People tried to rush me through the grief. “Don’t worry. You’ll feel better in time.” But in that new grief I didn’t need to be told my life-changing loss didn’t matter. The best consolation came from those whose honesty acknowledged my life would never be the same. I needed to hear that the devastation I felt made sense.
But I also heard hope — hope I couldn’t yet believe but needed anyway — from other widows (and widowers) who’d lost their spouses longer ago than I had. I felt validated when they said things like, “It’s okay that you’re falling apart” — and I really had fallen apart at the time — “because this is the worst thing that could have happened.”
Or they’d caution me by saying, “Sometimes it might feel even worse than it does right now, but it won’t always feel this bad.”
Then I asked the naive question only someone desperate not to feel so awful will plead: How long? How long will this grief tear me up? How long until I feel like myself again?
Their experienced, widowed answers varied, but they ran along similar, appalling, prophetic lines: Three years. Five years. Seven years.

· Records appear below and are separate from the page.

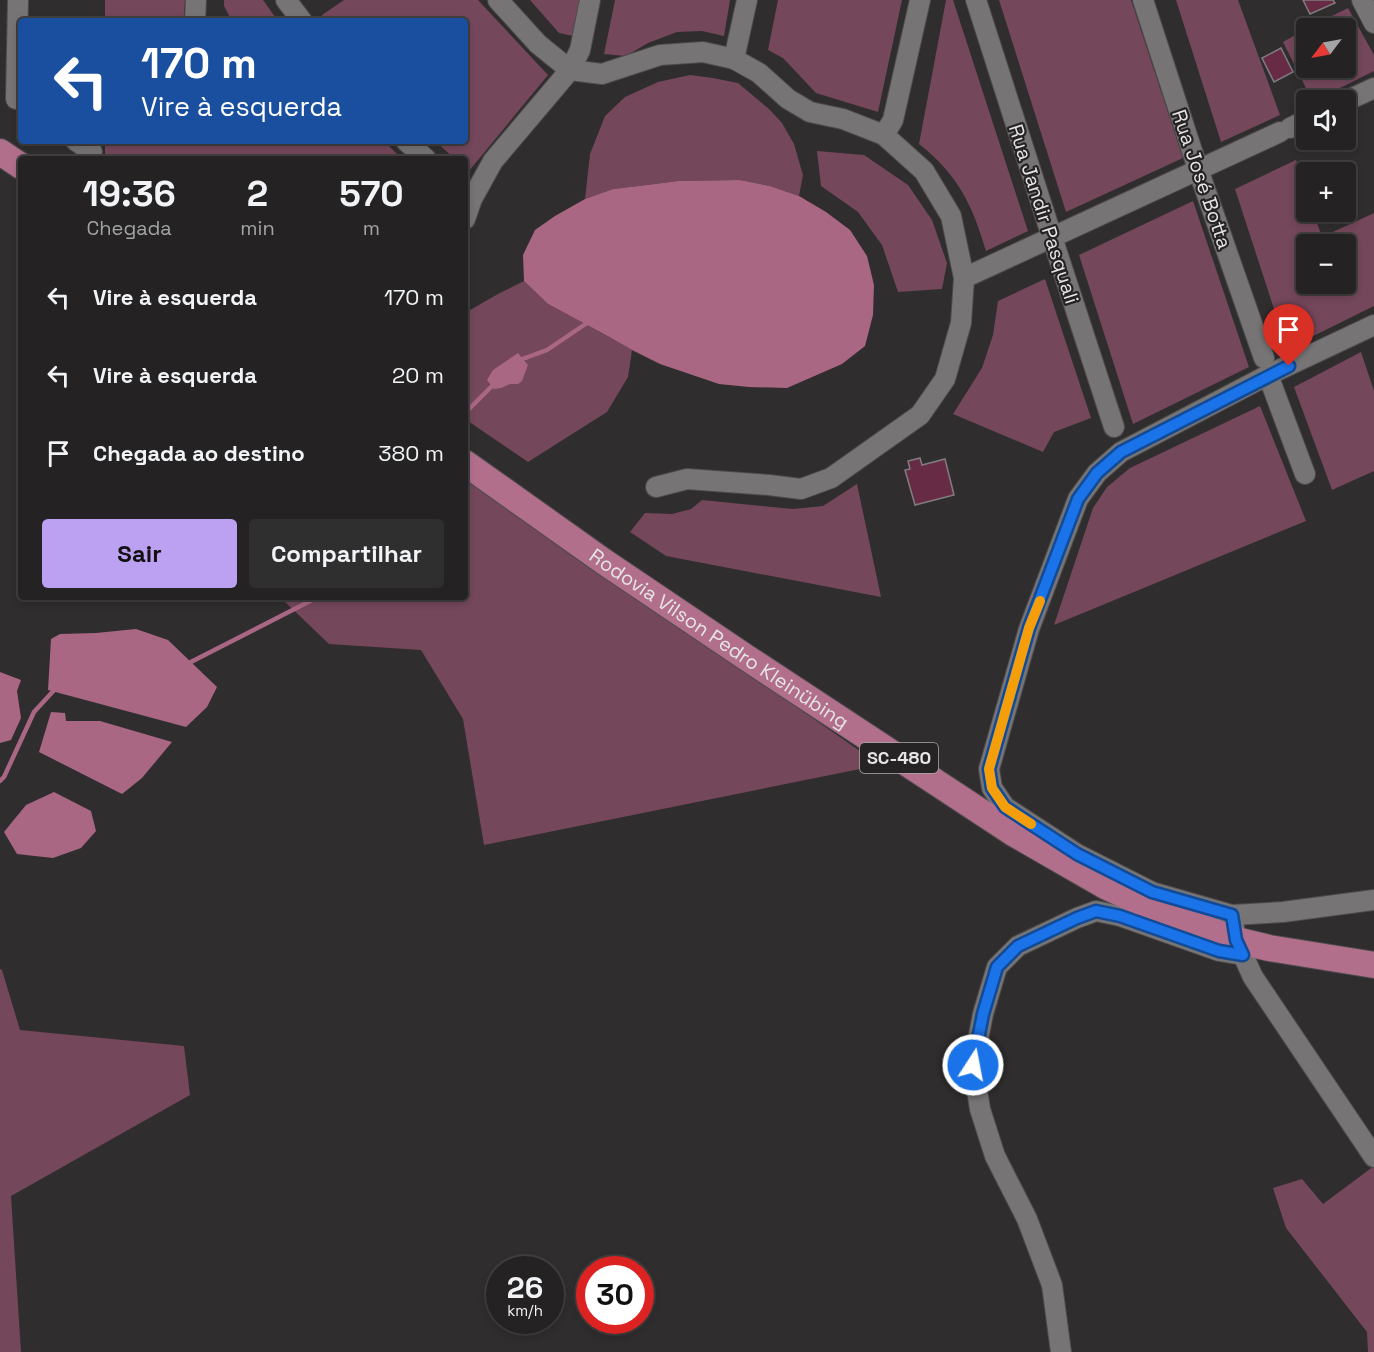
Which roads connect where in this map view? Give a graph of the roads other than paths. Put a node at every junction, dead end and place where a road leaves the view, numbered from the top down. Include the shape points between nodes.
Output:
1 (18, 0) edge
2 (196, 0) edge
3 (498, 0) edge
4 (590, 0) edge
5 (747, 0) edge
6 (920, 0) edge
7 (976, 0) edge
8 (1143, 0) edge
9 (1362, 0) edge
10 (195, 18) edge
11 (1374, 23) edge
12 (734, 59) junction
13 (570, 70) junction
14 (0, 86) edge
15 (1374, 88) edge
16 (1356, 96) edge
17 (18, 101) edge
18 (1292, 127) edge
19 (884, 135) junction
20 (409, 144) edge
21 (0, 152) edge
22 (423, 156) edge
23 (18, 164) edge
24 (1198, 169) junction
25 (469, 196) edge
26 (1052, 237) junction
27 (964, 278) junction
28 (1374, 325) edge
29 (1266, 367) junction
30 (1114, 427) dead end
31 (468, 465) edge
32 (1305, 474) dead end
33 (656, 487) dead end
34 (1374, 900) edge
35 (1232, 915) junction
36 (1239, 947) junction
37 (1374, 964) edge
38 (1374, 1156) edge
39 (1061, 1352) edge

1 - 17 street
2 - 10 street
3 - 13 street via 537,44
4 - 13 street via 580,50
5 - 12 street
6 - 19 street via 893,120
7 - 26 street, Rua Jandir Pasquali
8 - 24 street, Rua José Botta
9 - 11 street
12 - 13 street via 703,52 660,56 602,74
12 - 19 street via 810,112 843,119
13 - 25 street via 493,161
14 - 17 street
15 - 16 street
18 - 24 street
19 - 27 street via 924,171 951,216
20 - 22 street
21 - 23 main road
24 - 26 street
24 - 29 street, Rua José Botta
26 - 27 street
26 - 30 street, Rua Jandir Pasquali
27 - 33 street via 961,323 945,379 920,415 831,478 801,489 687,479
28 - 29 street
29 - 32 street, Rua José Botta
29 - 35 street via 1121,452 1097,473 1078,499 1029,628 989,769 992,788 1005,807 1077,854 1152,892
31 - 36 main road, Rodovia Vilson Pedro Kleinübing / SC-480 via 603,561 1013,833 1107,887
34 - 35 street
35 - 36 street
36 - 37 main road, Rodovia Vilson Pedro Kleinübing / SC-480
36 - 38 street via 1253,977
36 - 39 street via 1219,951 1096,911 1018,946 997,967 973,1065 980,1109 995,1156 1027,1219 1052,1285

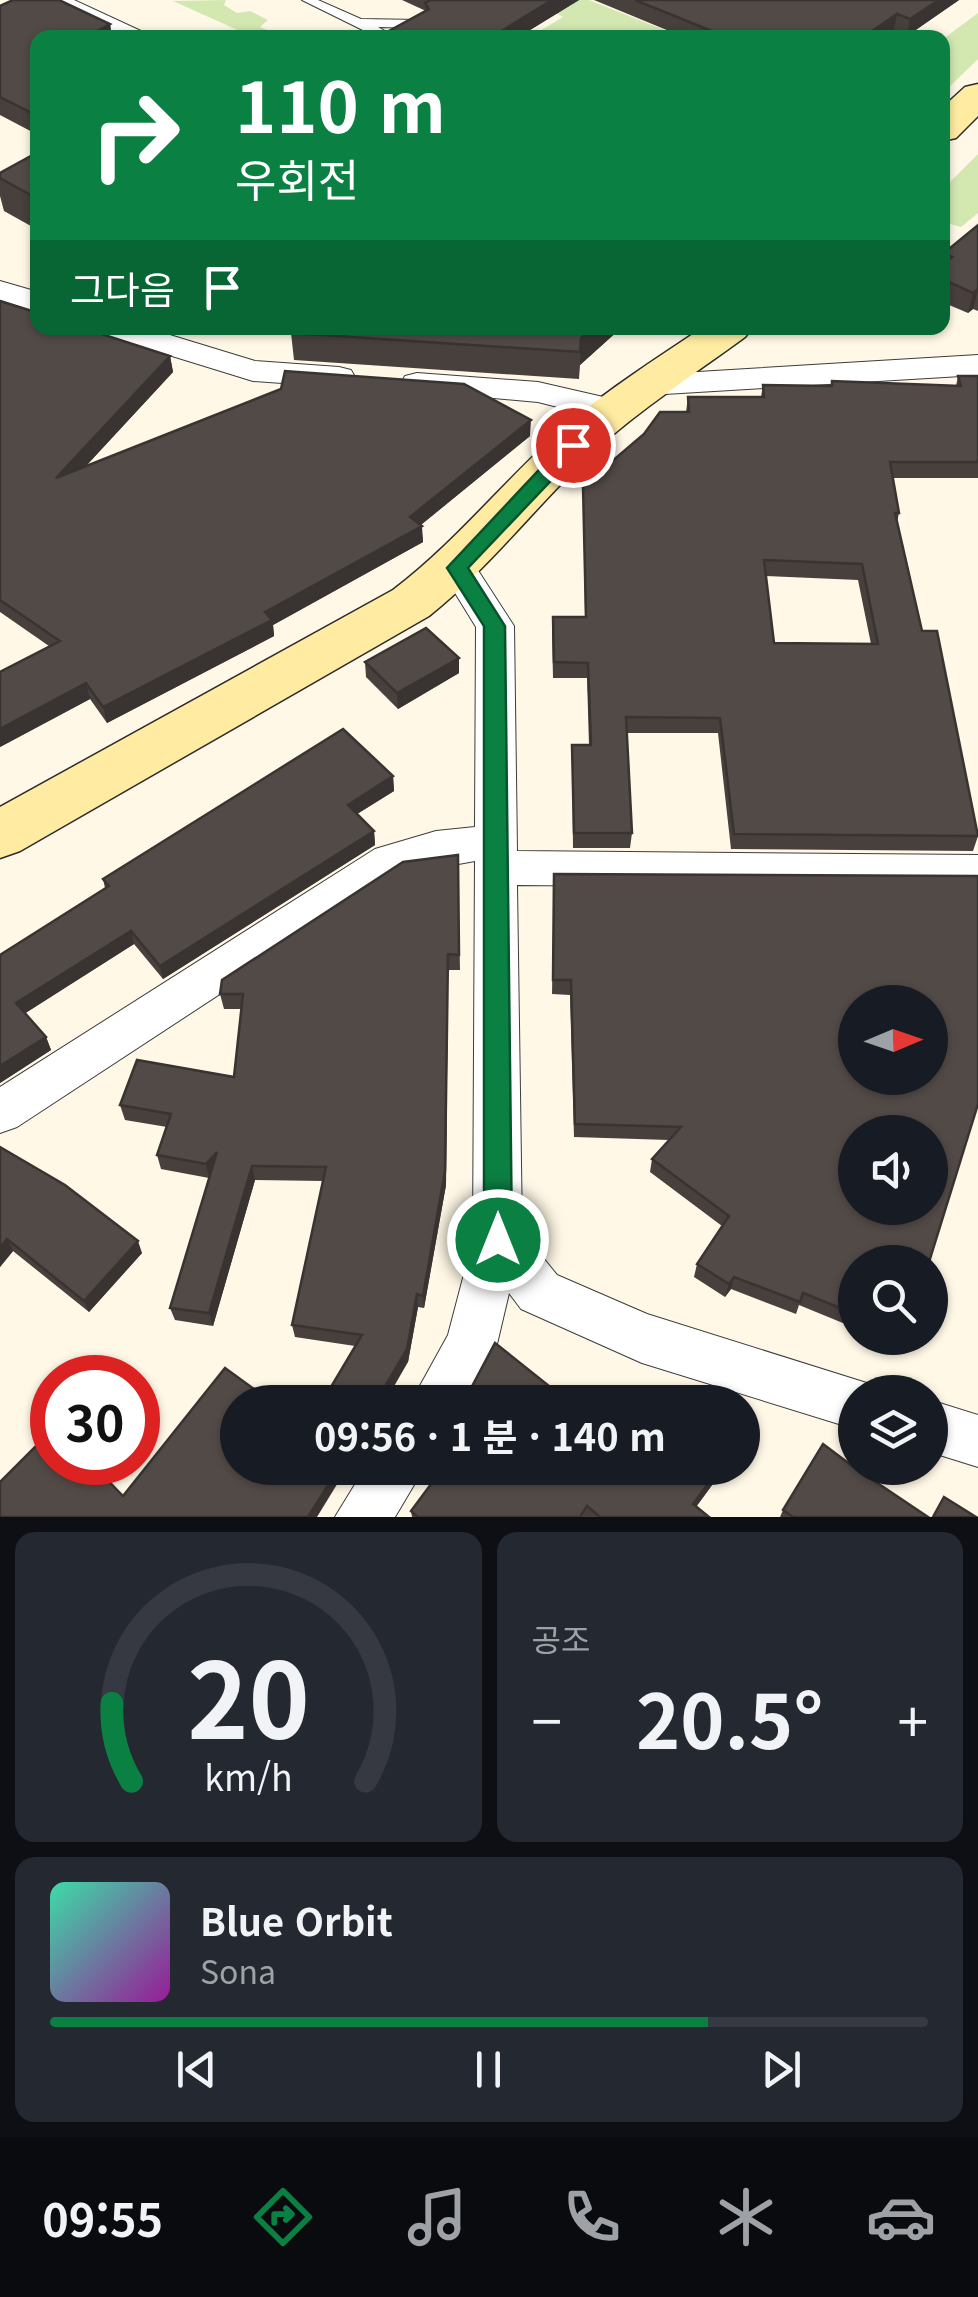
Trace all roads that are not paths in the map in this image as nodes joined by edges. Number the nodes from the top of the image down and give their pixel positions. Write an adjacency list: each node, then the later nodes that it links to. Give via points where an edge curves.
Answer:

It seemed impossible to survive with grief’s ache for three hours at at time, much less three years. But their frankness assured me it was okay that I didn’t “bounce back” right away (despite other folks’ well-meaning, ill-informed attempts to urge me to “get over” my mourning).
Time and experience certified their counsel as reliable. Starting over takes time — emotionally, physically, financially, socially — and learning to live onward after the death of a loved one requires starting over. At my husband’s three- and five-year angelversaries, I knew I still had a long way to go, but I could see how much progress I’d also made.
Now, heading into the completion of year seven and the beginning of year eight, I more than see that progress — I feel it.
No doubt there will be setbacks. Life and love and grief are built that way.
And I might yet want need to dive into a carton of Publix Chocolate Trinity on the day before and the day of his death, if any of the local stores have started receiving ice cream in their post-Irma shipments again, that is. (See Grief Meltdown in the Ice Cream Aisle for more about this yummy flavor.)
But today … today I’m feeling fine. And that’s a good sign.
I laughed again while I typed the lines just above. In the background, I heard this song by The Piano Guys with Sir Cliff Richard. A few years ago, maybe even last year, I wouldn’t have believed the words these great artists sang. Back then, I couldn’t, but now, I do believe “It’s Gonna Be Okay.”